The man limped along, cursing in a language that he should not have been able to understood, but he did understand it-- it was Turkish, and the man... it was him from another life. It was the same images he saw when he first came to Census... in that room that he first awoke in.

With that recollection, a rush of memories flooded his mind-- memories of who he was, that Turkish man in the desert... Taylan Chagatai.

Taylan the man whose family was slaughtered by the Mongol invaders, only to later join them and pledge his life to the Kipchak Khanate-- also known as The Golden Horde. Batu Khan turned Taylan into an assassin, sending him to Acre so he could kill the Grand Master of the Teutonic Knights. He succeeded and escaped... only to become lost wandering this desert-- without water or food.

No reason for him to live now and he preferred death to being captured anyway.
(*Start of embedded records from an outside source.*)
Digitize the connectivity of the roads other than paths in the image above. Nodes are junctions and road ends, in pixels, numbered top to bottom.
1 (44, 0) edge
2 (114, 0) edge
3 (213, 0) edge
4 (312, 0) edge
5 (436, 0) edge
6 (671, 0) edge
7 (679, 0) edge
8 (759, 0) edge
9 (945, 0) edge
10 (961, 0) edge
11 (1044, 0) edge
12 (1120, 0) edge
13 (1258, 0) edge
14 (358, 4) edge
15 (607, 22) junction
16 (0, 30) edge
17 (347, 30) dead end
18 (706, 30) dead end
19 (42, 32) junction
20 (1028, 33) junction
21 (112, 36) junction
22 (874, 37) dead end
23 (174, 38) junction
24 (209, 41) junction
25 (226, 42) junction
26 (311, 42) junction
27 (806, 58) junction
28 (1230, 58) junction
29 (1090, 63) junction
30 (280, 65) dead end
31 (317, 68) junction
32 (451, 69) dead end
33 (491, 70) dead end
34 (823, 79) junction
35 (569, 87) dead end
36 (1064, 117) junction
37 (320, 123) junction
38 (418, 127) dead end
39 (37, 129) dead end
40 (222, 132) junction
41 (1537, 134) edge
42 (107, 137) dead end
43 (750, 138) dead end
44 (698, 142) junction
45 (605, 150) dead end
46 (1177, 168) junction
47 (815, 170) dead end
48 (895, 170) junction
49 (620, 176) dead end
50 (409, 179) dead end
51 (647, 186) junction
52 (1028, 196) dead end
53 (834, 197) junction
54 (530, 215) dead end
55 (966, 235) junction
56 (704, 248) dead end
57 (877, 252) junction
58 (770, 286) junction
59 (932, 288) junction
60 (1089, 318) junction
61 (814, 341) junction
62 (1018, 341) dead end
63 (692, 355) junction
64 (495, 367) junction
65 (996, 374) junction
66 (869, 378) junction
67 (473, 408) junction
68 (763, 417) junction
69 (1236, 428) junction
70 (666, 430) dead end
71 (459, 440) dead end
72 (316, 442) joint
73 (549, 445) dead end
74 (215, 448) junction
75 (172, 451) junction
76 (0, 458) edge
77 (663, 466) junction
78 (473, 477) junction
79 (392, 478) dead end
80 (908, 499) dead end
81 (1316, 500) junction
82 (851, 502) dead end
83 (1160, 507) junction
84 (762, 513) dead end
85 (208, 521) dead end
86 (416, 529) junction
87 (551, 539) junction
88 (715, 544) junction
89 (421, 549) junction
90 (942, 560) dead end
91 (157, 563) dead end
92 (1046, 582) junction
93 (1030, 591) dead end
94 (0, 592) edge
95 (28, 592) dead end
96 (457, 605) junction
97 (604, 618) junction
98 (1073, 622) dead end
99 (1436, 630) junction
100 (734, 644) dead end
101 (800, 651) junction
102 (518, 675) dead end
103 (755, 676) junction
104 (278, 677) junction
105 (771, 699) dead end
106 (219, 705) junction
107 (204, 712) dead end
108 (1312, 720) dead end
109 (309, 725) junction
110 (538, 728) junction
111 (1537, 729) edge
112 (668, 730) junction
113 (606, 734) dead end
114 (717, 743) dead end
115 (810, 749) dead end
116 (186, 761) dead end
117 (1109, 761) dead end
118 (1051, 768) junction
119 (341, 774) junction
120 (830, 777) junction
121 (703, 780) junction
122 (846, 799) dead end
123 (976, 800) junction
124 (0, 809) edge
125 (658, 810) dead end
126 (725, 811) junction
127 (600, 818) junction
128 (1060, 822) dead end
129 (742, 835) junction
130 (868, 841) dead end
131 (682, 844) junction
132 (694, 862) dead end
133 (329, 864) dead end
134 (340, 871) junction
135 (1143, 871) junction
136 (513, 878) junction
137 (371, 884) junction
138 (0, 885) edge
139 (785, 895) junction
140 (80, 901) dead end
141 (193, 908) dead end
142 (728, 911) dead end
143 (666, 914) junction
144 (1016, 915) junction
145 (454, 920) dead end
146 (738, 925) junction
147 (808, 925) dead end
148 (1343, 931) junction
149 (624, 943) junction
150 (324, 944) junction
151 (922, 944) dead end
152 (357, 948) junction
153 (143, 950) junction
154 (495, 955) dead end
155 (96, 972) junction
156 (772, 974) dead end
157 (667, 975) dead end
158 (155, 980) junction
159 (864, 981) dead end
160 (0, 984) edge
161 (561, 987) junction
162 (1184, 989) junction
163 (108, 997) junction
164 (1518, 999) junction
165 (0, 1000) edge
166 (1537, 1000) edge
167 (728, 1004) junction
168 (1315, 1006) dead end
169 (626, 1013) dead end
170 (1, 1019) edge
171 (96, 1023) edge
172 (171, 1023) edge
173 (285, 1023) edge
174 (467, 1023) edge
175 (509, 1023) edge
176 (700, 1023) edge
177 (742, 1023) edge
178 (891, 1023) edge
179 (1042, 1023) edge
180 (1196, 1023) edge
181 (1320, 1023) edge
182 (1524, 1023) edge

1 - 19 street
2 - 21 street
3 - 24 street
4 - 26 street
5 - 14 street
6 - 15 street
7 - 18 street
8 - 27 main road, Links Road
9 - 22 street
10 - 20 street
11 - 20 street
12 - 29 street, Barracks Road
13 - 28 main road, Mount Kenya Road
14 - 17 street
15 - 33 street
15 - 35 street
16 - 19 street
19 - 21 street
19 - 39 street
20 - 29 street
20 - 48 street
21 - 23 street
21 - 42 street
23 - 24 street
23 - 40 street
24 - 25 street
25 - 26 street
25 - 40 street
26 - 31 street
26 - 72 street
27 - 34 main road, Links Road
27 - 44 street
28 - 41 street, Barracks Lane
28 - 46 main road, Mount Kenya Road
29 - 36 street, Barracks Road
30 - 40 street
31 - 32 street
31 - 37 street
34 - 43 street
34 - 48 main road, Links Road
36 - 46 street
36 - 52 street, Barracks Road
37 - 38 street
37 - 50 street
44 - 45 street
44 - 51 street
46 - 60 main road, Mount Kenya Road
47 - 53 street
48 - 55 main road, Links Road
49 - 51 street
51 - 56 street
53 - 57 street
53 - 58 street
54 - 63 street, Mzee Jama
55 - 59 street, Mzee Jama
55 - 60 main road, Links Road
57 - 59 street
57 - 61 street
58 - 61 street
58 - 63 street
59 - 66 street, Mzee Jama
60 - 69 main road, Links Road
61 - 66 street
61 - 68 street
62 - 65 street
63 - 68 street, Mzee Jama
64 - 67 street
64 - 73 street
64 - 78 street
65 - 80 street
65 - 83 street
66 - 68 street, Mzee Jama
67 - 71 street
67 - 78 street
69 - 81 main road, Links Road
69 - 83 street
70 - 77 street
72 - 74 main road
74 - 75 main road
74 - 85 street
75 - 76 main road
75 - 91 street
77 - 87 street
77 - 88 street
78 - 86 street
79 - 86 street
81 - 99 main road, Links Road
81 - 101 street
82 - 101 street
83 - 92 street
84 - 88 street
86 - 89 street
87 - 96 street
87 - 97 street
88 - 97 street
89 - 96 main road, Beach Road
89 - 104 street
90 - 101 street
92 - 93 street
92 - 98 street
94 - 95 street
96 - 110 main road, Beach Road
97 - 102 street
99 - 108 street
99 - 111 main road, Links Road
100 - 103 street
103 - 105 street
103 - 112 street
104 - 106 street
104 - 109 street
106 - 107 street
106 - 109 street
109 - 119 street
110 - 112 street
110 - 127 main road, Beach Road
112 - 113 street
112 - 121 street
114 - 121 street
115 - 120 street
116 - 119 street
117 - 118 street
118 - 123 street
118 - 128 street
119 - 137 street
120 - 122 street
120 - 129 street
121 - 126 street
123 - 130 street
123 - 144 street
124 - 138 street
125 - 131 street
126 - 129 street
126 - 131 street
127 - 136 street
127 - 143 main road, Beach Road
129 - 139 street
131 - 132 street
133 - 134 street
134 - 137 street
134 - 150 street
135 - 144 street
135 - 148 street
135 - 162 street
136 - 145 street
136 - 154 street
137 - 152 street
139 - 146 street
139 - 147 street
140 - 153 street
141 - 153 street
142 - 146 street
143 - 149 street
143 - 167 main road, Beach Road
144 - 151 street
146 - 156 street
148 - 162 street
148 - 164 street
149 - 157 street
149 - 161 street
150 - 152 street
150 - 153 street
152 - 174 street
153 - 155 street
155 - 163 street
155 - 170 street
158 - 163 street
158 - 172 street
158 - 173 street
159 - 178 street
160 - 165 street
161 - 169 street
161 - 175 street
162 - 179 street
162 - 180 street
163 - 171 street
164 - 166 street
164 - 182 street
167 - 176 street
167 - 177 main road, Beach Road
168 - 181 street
And die he did.

As that life memory concluded, he sensed another memory, something older-- another life before Taylan. But it all slipped from him before he could understand it, as he felt his body move again... floating up and out of the depths of the darkness.

Willem Maddock opened his eyes. He was in the strange room again, his naked body floating on top of the black goo in the canal.

Although he regained feeling in his body, he stayed still for a moment. He had to think about the man he was. He knew he was Willem Maddock, but he also knew he was once Taylan Chagatai-- a Mongol warrior who was a skilled assassin, swordsman, archer and rider.

“Take your time,” he heard Wolfe say. He had not even realized that Wolfe was back in the room.

“It’s difficult to sort it out at first,” Wolfe continued. “You have to align your mind to who you are in this life.”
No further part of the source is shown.